(Stored items from a collection)

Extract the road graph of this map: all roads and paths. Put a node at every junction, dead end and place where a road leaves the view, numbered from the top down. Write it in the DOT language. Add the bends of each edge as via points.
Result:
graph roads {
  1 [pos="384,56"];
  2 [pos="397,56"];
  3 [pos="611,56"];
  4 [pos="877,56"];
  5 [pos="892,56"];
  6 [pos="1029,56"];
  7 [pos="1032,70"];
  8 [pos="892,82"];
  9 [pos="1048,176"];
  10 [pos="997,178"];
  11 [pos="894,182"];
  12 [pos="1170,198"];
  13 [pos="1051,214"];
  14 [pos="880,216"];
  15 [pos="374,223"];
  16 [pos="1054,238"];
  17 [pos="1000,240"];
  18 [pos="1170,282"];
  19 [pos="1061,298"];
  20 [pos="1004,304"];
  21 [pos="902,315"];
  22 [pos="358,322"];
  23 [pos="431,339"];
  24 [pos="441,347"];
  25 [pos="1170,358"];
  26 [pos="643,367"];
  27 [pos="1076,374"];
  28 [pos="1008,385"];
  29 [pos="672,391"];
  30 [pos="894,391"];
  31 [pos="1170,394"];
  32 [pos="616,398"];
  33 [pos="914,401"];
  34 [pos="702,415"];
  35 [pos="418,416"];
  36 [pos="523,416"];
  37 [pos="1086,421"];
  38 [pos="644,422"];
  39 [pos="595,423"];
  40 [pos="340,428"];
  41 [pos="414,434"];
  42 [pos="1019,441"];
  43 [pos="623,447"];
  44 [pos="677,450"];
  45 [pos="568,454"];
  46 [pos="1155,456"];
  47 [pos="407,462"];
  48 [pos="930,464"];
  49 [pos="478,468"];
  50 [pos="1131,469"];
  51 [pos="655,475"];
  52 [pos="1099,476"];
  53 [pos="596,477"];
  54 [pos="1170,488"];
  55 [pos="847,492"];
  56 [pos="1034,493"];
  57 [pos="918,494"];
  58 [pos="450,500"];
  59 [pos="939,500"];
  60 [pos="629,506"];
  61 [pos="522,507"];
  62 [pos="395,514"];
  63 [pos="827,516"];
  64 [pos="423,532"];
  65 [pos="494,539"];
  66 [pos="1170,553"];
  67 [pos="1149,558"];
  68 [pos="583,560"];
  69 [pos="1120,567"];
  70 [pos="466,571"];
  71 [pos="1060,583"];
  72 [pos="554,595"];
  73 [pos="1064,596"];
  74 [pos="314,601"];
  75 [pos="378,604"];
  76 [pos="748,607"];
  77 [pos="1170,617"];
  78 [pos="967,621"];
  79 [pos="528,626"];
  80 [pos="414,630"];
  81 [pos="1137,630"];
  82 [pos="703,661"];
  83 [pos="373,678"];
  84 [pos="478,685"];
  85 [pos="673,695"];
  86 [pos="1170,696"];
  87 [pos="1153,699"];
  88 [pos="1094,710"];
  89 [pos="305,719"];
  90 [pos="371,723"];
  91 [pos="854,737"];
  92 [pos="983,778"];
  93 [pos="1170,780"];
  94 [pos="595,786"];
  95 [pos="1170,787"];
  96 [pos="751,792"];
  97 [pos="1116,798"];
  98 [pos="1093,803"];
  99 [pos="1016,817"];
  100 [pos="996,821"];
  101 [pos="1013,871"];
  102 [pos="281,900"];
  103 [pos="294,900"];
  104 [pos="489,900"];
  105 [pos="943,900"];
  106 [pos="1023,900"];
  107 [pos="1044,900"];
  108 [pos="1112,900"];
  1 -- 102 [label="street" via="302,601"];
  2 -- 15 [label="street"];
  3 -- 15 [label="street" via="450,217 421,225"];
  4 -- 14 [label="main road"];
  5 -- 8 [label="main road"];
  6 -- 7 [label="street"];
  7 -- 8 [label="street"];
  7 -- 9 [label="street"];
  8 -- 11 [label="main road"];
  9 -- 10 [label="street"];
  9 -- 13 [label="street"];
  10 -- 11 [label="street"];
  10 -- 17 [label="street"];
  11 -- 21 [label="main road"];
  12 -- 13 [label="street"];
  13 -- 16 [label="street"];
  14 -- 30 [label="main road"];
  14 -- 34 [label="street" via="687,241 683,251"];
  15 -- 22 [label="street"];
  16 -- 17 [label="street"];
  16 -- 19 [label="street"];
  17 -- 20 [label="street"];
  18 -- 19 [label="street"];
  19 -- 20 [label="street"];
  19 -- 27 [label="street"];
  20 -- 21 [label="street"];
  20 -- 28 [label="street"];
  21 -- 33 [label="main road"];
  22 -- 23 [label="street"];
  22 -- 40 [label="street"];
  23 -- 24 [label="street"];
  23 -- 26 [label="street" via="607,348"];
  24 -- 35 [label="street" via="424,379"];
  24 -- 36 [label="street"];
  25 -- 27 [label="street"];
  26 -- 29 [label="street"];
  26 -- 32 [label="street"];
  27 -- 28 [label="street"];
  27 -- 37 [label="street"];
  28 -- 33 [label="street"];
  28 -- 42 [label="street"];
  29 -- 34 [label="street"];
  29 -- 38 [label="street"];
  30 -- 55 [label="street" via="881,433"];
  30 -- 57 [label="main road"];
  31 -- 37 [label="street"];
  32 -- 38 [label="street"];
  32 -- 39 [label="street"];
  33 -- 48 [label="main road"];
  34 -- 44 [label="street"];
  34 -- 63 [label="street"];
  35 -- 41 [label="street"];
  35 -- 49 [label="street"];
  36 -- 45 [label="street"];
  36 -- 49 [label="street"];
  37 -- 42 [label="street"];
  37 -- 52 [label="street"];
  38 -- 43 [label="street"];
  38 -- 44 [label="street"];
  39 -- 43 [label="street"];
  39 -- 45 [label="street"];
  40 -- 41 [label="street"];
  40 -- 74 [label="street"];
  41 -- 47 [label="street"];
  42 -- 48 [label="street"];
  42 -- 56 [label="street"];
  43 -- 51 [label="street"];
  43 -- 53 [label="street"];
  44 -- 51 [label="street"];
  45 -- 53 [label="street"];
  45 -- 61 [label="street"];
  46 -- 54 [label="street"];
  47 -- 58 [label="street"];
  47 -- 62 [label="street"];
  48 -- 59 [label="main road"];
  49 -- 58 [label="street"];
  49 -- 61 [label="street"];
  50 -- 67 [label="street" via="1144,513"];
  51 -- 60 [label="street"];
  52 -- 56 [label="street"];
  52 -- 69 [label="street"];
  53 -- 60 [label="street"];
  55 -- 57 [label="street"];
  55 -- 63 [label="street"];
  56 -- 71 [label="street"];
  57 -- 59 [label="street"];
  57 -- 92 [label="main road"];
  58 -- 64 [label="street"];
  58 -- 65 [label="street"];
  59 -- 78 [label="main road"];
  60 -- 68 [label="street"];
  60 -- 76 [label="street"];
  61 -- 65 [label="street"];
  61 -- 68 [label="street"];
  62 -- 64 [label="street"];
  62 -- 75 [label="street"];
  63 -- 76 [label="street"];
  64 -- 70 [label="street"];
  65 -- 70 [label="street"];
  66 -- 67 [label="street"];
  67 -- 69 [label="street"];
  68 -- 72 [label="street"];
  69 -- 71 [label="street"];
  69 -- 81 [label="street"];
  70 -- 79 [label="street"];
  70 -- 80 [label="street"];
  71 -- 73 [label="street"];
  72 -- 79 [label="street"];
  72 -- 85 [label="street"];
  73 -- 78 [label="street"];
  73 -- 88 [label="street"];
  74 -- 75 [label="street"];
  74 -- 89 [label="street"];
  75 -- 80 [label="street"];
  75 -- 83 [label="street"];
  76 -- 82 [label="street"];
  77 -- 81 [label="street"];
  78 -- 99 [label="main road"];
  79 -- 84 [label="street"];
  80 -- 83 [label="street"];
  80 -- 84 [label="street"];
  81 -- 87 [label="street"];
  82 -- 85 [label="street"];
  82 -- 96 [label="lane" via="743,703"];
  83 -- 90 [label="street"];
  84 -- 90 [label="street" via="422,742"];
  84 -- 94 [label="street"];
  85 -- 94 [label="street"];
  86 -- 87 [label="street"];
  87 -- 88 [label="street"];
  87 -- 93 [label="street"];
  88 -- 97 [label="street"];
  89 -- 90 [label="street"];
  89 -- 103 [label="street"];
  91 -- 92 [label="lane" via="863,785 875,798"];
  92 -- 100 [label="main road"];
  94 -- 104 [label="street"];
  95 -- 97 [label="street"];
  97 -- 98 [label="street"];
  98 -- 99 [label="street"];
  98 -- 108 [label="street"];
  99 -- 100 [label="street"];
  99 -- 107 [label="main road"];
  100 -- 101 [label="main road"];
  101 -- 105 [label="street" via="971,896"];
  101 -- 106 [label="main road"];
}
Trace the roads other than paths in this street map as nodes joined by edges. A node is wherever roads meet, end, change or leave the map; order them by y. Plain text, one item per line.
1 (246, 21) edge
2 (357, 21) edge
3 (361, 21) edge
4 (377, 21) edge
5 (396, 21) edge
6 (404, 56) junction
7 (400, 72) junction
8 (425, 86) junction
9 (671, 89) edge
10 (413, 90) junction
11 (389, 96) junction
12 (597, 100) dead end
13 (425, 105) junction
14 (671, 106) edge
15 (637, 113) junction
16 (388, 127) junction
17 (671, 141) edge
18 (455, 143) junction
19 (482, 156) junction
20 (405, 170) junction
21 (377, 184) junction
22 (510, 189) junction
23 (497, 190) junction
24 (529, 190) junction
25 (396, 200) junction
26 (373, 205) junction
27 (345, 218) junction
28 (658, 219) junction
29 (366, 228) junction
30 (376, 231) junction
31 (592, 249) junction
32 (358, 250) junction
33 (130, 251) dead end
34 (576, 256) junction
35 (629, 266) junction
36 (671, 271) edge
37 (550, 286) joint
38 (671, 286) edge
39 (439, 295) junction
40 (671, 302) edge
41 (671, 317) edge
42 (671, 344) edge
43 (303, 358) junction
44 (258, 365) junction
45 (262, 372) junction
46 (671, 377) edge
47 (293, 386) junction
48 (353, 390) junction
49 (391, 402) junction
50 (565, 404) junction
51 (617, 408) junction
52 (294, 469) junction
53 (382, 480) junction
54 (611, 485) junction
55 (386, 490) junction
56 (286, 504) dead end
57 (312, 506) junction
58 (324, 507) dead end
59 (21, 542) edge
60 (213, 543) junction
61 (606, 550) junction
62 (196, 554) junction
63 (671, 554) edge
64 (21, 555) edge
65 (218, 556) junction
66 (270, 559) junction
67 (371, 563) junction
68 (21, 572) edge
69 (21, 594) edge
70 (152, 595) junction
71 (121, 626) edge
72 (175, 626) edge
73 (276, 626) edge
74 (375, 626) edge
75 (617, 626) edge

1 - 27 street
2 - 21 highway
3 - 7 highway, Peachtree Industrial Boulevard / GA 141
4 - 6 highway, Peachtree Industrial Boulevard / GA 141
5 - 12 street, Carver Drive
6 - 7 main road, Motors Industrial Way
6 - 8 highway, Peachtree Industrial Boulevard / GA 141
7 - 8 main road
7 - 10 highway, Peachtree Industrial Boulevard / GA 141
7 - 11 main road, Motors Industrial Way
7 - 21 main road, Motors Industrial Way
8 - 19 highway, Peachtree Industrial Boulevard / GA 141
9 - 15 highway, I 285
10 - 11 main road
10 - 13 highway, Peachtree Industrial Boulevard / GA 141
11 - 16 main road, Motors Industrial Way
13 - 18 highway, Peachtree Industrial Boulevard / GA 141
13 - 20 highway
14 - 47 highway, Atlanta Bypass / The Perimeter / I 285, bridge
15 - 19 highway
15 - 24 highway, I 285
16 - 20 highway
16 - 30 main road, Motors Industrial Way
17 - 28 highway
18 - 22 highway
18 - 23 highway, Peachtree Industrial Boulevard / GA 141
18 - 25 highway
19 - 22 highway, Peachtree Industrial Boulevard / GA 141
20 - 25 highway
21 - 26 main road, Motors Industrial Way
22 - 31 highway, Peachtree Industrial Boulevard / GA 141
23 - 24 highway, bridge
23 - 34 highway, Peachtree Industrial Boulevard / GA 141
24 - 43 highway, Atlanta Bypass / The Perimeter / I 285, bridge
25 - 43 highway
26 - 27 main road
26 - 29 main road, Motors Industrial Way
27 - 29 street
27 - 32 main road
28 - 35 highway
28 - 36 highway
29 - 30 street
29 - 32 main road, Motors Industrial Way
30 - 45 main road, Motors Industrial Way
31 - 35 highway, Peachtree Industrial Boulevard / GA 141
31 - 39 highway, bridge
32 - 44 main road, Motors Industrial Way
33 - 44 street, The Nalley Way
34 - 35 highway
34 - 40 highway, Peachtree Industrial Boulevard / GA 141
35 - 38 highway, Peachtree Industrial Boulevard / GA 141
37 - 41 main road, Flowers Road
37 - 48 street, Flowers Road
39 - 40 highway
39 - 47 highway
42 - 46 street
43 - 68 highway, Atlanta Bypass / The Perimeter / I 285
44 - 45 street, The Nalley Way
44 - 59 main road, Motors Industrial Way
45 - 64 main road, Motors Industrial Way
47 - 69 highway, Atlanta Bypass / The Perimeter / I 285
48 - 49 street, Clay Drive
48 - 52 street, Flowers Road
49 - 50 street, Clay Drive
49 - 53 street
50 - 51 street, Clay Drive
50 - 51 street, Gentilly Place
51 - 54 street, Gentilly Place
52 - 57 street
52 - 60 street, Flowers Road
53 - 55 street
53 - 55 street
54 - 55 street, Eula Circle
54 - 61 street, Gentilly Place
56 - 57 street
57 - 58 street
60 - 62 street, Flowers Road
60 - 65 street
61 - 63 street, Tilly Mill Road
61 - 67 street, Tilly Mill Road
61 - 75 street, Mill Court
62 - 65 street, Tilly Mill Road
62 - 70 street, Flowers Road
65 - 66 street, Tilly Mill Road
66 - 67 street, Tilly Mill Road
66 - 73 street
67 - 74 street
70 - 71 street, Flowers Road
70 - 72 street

Exercise details: Filter the data, keeping only the lines that contain "Flowers".

Task output:
37 - 41 main road, Flowers Road
37 - 48 street, Flowers Road
48 - 52 street, Flowers Road
52 - 60 street, Flowers Road
60 - 62 street, Flowers Road
62 - 70 street, Flowers Road
70 - 71 street, Flowers Road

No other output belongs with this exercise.